January 8 (Renewables Now) - Australia is working on a regulatory framework to enable the exploration, construction, operation and decommissioning of clean marine energy technologies such as, but not limited to, offshore wind.
The Aussie government has published a discussion paper and process map that outlines the proposal. It is awaiting feedback by February 28, with plans to hold information sessions in Perth and Melbourne in mid-February.
The framework is intended to be technology-neutral and concerns both demonstration and commercial projects. It envisages awarding licences on a competitive basis.

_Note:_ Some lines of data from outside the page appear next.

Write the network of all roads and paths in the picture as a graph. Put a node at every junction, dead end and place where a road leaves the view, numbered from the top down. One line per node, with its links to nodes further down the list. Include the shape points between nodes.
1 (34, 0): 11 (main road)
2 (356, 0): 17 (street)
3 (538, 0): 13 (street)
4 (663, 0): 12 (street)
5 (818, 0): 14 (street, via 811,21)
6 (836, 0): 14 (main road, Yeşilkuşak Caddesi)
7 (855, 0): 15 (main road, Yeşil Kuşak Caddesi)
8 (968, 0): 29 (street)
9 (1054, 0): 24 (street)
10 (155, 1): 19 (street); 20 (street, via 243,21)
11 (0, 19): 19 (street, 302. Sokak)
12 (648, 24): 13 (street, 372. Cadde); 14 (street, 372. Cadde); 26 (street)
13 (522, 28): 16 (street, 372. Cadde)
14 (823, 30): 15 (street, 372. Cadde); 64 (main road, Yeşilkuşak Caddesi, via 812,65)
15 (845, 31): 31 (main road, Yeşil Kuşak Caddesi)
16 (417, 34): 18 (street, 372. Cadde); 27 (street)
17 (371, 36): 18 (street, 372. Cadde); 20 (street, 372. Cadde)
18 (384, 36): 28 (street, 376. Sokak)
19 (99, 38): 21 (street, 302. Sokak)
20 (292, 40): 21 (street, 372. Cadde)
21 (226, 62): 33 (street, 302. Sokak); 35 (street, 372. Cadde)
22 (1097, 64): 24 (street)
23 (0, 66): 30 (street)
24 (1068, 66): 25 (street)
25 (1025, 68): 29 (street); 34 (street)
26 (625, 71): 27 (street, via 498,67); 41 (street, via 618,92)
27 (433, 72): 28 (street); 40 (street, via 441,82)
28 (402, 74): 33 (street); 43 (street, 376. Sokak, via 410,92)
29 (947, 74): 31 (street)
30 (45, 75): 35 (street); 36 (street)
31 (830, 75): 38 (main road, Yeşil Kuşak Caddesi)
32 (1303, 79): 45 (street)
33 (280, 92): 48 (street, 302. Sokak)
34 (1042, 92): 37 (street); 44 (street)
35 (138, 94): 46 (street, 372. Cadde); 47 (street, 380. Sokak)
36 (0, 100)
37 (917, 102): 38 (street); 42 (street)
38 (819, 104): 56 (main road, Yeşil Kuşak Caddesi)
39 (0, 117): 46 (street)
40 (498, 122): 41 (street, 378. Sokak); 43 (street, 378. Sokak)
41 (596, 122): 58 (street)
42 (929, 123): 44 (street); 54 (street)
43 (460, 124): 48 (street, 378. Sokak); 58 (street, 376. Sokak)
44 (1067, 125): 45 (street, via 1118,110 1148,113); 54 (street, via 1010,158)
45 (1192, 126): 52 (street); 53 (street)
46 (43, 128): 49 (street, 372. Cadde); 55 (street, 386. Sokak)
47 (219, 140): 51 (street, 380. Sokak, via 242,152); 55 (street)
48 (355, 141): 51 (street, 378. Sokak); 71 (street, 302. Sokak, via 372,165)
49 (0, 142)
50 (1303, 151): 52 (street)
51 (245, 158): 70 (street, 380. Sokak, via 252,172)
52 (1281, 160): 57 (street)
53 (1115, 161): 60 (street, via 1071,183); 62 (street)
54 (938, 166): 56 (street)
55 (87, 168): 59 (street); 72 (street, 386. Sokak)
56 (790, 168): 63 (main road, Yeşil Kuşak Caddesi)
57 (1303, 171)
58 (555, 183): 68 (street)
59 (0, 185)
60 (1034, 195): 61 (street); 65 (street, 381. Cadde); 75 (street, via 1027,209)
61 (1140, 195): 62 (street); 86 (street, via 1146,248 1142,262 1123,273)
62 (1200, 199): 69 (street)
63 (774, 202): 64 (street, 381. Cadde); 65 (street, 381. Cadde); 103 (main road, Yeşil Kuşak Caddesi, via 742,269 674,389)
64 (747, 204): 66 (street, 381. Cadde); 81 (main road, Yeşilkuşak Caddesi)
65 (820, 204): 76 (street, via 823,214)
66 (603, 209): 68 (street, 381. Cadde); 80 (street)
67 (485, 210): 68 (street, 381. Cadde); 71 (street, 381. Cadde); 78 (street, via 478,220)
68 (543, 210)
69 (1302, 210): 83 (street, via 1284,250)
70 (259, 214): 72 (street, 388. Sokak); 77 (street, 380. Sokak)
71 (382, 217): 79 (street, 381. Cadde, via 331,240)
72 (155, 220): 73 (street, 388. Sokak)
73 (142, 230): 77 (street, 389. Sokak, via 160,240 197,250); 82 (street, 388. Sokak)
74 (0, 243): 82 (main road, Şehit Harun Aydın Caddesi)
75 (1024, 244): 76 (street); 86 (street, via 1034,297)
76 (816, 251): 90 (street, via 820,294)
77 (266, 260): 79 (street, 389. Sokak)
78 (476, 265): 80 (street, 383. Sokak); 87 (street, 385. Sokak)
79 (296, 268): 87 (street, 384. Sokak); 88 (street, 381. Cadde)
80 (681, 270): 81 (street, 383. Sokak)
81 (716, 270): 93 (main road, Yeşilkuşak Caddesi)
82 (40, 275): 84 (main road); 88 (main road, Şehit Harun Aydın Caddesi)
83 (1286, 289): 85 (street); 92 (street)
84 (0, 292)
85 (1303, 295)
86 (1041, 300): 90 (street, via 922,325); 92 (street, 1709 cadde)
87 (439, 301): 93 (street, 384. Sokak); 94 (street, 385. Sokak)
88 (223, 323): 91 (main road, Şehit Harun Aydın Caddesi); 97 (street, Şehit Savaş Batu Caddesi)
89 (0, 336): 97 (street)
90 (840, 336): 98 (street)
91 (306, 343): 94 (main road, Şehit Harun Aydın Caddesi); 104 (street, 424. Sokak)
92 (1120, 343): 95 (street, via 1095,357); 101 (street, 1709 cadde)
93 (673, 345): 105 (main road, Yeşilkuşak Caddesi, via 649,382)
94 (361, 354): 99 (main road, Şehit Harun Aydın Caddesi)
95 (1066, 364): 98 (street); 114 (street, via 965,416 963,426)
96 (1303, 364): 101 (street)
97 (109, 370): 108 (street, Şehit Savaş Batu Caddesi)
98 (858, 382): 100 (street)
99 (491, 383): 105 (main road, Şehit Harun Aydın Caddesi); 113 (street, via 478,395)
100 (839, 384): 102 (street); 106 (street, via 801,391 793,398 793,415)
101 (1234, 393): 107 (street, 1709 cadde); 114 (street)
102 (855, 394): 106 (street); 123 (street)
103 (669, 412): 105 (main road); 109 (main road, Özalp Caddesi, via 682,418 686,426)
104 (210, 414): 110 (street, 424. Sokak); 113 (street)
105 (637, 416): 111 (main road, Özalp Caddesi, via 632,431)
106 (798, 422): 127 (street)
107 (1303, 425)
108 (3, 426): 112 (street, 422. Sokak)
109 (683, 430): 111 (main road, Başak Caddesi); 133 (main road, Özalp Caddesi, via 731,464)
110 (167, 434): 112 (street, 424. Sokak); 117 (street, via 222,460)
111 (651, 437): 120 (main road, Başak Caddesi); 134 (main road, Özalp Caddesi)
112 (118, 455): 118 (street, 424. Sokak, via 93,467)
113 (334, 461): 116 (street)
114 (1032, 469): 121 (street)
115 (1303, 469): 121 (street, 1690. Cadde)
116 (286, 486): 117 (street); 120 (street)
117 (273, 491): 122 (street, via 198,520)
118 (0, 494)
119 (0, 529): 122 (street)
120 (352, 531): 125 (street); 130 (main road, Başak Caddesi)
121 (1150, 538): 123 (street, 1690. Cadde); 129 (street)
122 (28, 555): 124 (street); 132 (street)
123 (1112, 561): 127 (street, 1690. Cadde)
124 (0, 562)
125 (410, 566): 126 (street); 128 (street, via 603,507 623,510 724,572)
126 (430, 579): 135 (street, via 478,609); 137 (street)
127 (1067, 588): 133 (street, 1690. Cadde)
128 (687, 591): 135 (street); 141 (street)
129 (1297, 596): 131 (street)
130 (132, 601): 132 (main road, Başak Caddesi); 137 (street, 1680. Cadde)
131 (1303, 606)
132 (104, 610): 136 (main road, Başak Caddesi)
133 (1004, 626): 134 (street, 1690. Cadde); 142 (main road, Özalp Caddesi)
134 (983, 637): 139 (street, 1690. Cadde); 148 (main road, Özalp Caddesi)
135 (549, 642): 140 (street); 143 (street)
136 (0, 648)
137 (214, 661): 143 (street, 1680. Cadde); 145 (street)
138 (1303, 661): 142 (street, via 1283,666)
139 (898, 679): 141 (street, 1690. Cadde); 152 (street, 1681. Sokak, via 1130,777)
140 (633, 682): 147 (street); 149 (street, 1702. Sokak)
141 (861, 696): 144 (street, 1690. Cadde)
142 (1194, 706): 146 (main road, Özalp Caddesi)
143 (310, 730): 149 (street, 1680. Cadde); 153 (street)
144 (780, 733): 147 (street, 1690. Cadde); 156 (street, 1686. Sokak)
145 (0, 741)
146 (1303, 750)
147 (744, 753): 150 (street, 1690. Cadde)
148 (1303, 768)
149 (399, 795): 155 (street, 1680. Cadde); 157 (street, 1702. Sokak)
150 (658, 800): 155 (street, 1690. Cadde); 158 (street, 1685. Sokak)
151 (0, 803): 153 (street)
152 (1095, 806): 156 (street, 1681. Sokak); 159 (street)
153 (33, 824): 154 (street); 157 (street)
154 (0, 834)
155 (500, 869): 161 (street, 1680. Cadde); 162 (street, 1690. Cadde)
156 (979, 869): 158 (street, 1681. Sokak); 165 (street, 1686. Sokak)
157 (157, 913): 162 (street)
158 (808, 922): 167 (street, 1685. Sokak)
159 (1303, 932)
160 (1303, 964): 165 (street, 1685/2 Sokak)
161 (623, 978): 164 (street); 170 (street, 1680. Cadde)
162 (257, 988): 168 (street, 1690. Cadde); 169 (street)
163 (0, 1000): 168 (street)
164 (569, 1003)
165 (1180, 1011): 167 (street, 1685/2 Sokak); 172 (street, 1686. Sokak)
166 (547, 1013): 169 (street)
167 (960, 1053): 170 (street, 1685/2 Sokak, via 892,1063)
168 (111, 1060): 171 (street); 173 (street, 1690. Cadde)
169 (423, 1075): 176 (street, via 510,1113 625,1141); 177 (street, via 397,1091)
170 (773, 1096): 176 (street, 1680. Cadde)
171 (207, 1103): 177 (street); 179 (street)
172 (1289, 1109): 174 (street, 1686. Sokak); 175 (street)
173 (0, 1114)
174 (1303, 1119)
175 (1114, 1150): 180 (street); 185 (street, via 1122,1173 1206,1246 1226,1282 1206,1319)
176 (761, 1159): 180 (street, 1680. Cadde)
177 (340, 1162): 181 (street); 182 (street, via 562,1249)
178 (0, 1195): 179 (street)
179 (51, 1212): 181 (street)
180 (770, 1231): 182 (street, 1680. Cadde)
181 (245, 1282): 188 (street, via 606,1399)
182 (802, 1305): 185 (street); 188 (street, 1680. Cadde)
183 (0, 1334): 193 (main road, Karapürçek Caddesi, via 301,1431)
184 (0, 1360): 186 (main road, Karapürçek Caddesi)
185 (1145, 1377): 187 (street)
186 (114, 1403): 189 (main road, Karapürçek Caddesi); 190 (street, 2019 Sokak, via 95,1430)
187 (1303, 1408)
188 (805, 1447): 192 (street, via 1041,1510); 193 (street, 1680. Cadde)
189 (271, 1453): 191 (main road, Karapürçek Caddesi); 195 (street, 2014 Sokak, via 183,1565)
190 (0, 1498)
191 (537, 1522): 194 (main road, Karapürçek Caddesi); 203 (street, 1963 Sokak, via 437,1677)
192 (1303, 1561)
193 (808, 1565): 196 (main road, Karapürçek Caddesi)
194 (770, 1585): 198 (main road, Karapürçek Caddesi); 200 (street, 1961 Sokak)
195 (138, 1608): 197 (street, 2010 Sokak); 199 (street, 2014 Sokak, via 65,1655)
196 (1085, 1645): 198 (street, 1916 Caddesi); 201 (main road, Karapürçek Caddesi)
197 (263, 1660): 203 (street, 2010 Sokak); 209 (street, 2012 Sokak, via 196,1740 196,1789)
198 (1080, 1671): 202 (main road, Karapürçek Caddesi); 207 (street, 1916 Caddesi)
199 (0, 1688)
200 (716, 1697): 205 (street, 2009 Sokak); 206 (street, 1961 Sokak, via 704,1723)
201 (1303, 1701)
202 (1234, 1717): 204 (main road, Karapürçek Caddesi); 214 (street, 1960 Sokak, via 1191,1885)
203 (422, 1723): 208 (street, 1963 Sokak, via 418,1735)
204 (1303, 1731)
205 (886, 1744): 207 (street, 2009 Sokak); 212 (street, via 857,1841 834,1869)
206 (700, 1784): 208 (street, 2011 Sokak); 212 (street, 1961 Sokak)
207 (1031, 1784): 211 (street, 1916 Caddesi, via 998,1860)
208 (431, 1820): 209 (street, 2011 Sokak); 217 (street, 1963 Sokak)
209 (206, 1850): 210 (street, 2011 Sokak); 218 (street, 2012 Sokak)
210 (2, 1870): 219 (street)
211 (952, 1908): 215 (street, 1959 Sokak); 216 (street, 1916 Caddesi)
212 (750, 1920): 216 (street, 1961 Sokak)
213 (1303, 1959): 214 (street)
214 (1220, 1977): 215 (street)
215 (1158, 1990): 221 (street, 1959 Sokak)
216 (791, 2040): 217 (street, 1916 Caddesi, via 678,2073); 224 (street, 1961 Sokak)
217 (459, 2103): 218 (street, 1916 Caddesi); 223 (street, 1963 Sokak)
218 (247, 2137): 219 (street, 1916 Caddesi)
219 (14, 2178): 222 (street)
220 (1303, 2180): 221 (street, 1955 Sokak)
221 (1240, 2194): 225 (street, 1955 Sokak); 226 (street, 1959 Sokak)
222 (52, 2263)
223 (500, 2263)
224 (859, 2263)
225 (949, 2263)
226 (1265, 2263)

The process of consultation and negotiation for a proposed project will begin with the energy minister considering suitable areas for such developments. Developers that win a Feasibility Licence will have up to five years to ensure that they can manage safety and environmental risks and impacts. During that period, they need to finalise exploration activities and project design, as well as to conduct detailed consultation with other users and regulators. If successful, they can apply for a Commercial Licence that gives rights for a commercial offshore clean energy activity for an initial term of up to 30 years. The said licence could be renewed indefinitely.
The government will also be awarding non-exclusive Non-Commercial Licences, limited to 10 years.
Any proponent that wishes to take part in the offshore clean energy infrastructure regime must first apply for pre-qualification so that the government can assess their suitability.